Onboarding new technologies is also a risk for crews with limited space.
“There is a lot of talk about 3D printing. Sure, it’s possible — but again that is going to be measured against resources such as food and water,” Fogarty said. “You start seeing trade-offs.”
NASA is also looking at a number of other niche issues that will likely impact the crew's health, including radiation, hostile closed environments and altered gravity fields.
The right gear
While there are countless challenges that come with putting humans on Mars, NASA is partnering with innovation organizations and reaching out to entrepreneurs to problem solve.
“So what kinds of solutions do we need? No doubt autonomous, light, lean, robust,” Fogarty said.
One of the organizations that NASA is partnering with is the Translational Research Institute for Space Health (TRISH), a consortium which includes the Baylor College of Medicine, California Institute of Technology and Massachusetts Institute of Technology. The program is focused on translating biomedical research and technology into space health.
“TRISH is designed to go do cutting-edge stuff. High risk — fail fast, fail often, running it through, see[ing] what they need,” Fogarty said.

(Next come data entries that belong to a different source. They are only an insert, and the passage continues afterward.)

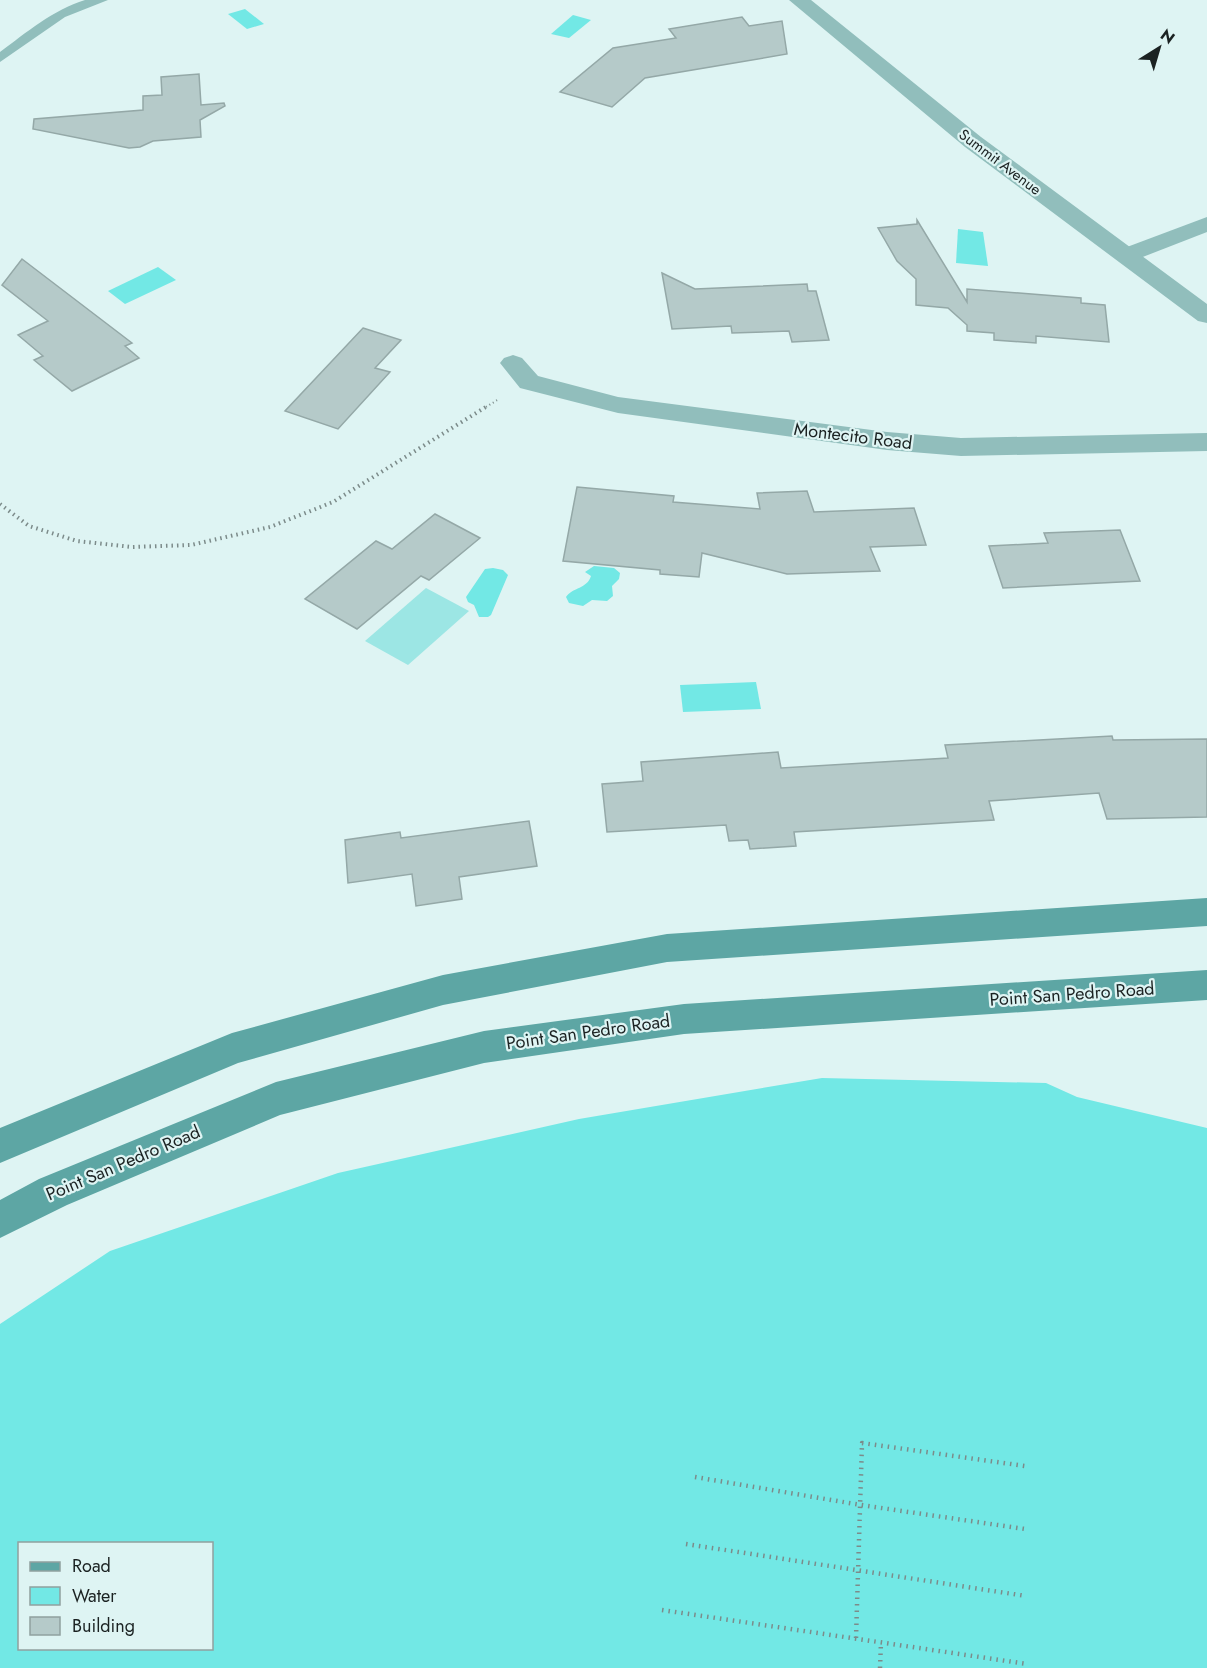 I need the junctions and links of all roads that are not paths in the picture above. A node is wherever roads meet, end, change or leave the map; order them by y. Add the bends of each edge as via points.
1 (102, 0) edge
2 (799, 0) edge
3 (0, 58) edge
4 (1207, 224) edge
5 (1127, 255) junction
6 (1207, 316) edge
7 (520, 373) road end
8 (1207, 442) edge
9 (1207, 912) edge
10 (1207, 985) edge
11 (0, 1146) edge
12 (0, 1220) edge

1 - 3 lane via 59,14
2 - 5 street, Summit Avenue via 973,142
4 - 5 street
5 - 6 street, Summit Avenue
7 - 8 street, Montecito Road via 618,405 887,441 961,447
9 - 11 main road via 668,948 443,990 232,1050
10 - 12 main road, Point San Pedro Road via 684,1019 484,1047 276,1099 52,1192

Due to the limited space, by the time any technology makes it into a mission it needs to be heavily vetted.
“When you go into a space flight vehicle, that is not where you need to be cutting edge. That is a very scary thing because you don’t have the data to support it,” Fogarty said. “You may not be able to fix it, and now that thing you chose to take instead of more water gives you a zero. That is really a worst-case scenario from a NASA perspective for how you plan missions.”
Fogarty said that in many ways NASA is looking at challenges that are similar to those facing home health.
“We have a lot in common with home healthcare — untrained people that aren’t going to have real-time communication to operate a device,” Fogarty said. “Can they do it? Are your instructions good enough and easy enough? Is your user interface friendly enough so that person could operate that without mission control and 40 people helping you with a procedure? So definitely we are continuing to push on it.”
But unlike on Earth where room is plentiful, innovators need to consider space configurations.
“It is really great that we can develop 50, 60, 100 point-of-care devices and they are all using different techniques and different reagents. Guess what — somehow in space flight you got to bring that down to probably one item,” Fogarty said.
There remains a lot of work to be done before the first person steps onto Mars. But the groundwork is rolling and the mission has the potential to change the future of humans.
“We may need to leave this planet and how do we learn? This is one of the stepping stones,” Fogarty said. “It may not be Mars where we are going to go and colonize permanently — we’ll learn though. These are really amazing opportunities.”